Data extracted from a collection
• • • • • • •
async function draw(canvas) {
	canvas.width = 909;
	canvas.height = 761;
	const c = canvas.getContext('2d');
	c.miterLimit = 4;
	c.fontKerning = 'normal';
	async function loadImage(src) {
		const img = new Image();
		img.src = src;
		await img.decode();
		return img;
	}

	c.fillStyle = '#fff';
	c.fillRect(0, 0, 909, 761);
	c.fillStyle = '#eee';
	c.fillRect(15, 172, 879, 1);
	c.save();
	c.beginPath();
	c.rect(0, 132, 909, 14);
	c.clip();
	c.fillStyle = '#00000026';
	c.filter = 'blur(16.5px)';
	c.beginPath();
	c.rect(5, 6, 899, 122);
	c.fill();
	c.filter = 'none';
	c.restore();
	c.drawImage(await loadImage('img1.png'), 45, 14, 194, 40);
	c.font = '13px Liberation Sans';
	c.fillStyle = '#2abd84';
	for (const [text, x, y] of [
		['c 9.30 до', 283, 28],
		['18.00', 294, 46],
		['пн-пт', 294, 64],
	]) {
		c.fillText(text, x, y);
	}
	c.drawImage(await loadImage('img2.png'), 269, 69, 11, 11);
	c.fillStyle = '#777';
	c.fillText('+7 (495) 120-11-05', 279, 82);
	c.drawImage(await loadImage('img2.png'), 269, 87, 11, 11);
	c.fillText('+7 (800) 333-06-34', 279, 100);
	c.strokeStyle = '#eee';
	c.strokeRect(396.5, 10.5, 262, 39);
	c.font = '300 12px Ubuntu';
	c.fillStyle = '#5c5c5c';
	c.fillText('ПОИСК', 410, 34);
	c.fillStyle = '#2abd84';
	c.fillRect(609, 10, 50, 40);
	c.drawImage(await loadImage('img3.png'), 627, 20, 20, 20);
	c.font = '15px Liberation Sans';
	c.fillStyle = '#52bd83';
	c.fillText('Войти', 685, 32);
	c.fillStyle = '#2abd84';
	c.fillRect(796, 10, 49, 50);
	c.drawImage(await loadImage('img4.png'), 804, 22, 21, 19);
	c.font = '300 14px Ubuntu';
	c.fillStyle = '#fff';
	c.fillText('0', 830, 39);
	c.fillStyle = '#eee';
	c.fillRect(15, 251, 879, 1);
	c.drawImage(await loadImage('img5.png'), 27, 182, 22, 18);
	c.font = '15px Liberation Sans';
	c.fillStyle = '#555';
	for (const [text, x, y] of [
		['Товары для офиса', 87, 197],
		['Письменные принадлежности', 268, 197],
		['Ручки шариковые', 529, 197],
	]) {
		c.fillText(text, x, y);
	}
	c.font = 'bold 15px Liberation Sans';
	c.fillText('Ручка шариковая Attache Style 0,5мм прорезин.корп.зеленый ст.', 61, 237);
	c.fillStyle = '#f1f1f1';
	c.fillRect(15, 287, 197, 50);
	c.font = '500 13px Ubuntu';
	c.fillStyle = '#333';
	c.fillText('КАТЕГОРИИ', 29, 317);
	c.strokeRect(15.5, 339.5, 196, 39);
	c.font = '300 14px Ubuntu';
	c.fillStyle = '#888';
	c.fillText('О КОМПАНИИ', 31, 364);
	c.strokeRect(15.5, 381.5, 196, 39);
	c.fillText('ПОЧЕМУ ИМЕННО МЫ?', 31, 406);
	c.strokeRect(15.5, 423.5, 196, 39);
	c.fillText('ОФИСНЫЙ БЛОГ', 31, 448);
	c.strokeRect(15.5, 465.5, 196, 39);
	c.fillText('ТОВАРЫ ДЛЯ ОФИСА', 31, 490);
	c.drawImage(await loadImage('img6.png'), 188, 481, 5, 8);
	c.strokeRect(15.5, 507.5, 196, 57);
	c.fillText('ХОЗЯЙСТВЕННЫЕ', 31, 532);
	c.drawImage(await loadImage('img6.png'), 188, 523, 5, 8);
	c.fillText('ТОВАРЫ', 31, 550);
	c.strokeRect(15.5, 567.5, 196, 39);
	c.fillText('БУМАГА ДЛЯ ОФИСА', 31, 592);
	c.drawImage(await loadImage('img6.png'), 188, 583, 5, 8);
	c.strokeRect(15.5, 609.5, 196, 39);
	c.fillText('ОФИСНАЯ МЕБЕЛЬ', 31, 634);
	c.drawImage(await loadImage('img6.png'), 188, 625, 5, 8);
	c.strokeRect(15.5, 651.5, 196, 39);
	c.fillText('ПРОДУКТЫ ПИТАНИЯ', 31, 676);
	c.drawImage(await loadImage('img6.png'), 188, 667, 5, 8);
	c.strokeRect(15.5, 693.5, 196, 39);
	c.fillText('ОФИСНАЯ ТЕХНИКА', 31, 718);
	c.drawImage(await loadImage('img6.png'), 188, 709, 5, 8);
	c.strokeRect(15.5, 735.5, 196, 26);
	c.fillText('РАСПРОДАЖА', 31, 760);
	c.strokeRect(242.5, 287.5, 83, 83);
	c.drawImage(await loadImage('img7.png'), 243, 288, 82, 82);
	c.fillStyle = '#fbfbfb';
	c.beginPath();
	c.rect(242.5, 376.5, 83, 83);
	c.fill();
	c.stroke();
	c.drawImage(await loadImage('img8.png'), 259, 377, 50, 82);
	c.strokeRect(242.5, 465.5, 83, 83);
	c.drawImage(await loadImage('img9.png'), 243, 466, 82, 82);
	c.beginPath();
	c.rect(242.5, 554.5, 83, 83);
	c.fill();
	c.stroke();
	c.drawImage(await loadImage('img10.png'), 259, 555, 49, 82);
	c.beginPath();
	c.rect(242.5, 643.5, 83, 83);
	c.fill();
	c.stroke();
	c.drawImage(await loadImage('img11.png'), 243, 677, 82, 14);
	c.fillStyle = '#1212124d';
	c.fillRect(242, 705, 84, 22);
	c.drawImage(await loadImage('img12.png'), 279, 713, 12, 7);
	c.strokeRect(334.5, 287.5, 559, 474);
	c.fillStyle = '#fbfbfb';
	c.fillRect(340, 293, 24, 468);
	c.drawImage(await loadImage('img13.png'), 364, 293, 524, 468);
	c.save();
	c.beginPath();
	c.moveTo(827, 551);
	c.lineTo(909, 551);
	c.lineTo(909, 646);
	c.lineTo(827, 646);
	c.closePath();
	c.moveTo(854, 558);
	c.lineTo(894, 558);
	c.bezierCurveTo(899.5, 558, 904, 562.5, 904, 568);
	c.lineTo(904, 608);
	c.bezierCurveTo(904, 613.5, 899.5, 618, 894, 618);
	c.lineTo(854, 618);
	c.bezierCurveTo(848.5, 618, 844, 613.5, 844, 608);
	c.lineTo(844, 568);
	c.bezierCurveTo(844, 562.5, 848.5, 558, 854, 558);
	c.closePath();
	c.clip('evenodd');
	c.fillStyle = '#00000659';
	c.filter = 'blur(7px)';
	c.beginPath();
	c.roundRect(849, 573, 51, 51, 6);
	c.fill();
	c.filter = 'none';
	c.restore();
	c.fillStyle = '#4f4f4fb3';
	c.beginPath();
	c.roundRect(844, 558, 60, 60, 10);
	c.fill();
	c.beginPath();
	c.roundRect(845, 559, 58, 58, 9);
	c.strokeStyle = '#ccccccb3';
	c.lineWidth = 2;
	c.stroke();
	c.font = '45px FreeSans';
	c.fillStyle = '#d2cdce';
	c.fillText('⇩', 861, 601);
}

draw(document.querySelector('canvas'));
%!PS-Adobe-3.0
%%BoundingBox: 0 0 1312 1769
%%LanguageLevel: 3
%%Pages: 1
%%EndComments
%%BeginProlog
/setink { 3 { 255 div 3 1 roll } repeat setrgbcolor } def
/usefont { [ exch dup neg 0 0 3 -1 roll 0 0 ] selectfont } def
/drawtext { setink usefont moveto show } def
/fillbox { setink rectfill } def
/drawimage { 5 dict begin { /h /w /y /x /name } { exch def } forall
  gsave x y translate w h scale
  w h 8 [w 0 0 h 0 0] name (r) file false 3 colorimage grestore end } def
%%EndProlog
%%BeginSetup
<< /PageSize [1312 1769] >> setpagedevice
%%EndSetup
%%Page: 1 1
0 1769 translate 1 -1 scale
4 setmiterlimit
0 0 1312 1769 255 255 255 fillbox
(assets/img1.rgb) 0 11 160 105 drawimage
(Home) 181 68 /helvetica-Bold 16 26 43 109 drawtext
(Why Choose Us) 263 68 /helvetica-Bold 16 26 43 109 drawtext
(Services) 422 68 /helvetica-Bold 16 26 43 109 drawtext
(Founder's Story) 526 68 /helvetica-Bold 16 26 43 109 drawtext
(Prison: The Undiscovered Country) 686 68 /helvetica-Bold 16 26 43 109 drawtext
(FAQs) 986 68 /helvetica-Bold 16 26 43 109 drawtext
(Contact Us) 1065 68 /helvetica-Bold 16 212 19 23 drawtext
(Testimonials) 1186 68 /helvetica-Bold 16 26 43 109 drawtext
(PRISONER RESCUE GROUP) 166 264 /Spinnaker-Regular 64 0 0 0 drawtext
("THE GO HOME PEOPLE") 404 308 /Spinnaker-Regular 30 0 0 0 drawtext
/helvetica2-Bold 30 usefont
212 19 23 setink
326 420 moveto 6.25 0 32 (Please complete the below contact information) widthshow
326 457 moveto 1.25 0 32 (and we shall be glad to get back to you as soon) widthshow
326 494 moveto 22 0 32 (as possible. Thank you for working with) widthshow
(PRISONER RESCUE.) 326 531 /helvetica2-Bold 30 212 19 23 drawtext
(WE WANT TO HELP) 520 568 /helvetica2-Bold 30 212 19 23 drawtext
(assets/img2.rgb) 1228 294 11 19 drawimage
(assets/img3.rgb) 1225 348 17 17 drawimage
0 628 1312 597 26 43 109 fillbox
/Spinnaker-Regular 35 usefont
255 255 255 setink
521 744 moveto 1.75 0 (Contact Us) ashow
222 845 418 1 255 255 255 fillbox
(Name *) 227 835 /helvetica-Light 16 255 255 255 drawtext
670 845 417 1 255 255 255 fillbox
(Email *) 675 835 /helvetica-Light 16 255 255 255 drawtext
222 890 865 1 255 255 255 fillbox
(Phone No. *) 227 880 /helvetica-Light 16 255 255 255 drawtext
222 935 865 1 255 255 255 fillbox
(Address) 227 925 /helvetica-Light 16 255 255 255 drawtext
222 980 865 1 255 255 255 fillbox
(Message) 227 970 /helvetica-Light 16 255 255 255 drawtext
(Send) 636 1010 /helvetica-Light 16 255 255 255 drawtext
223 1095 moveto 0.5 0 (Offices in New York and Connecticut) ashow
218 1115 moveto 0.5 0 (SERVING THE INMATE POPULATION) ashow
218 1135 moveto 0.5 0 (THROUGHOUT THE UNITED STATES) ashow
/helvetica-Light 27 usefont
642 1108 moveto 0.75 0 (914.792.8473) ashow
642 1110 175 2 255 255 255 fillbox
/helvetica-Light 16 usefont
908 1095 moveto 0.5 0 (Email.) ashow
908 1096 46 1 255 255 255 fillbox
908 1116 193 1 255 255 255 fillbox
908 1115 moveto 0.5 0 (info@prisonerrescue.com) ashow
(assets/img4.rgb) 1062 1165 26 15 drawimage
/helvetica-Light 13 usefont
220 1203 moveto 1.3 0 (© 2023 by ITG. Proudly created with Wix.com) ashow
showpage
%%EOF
• • • • • • •
What is expected
What lines above hold the word "async"? Pull each one out.

Answer box
async function draw(canvas) {
	async function loadImage(src) {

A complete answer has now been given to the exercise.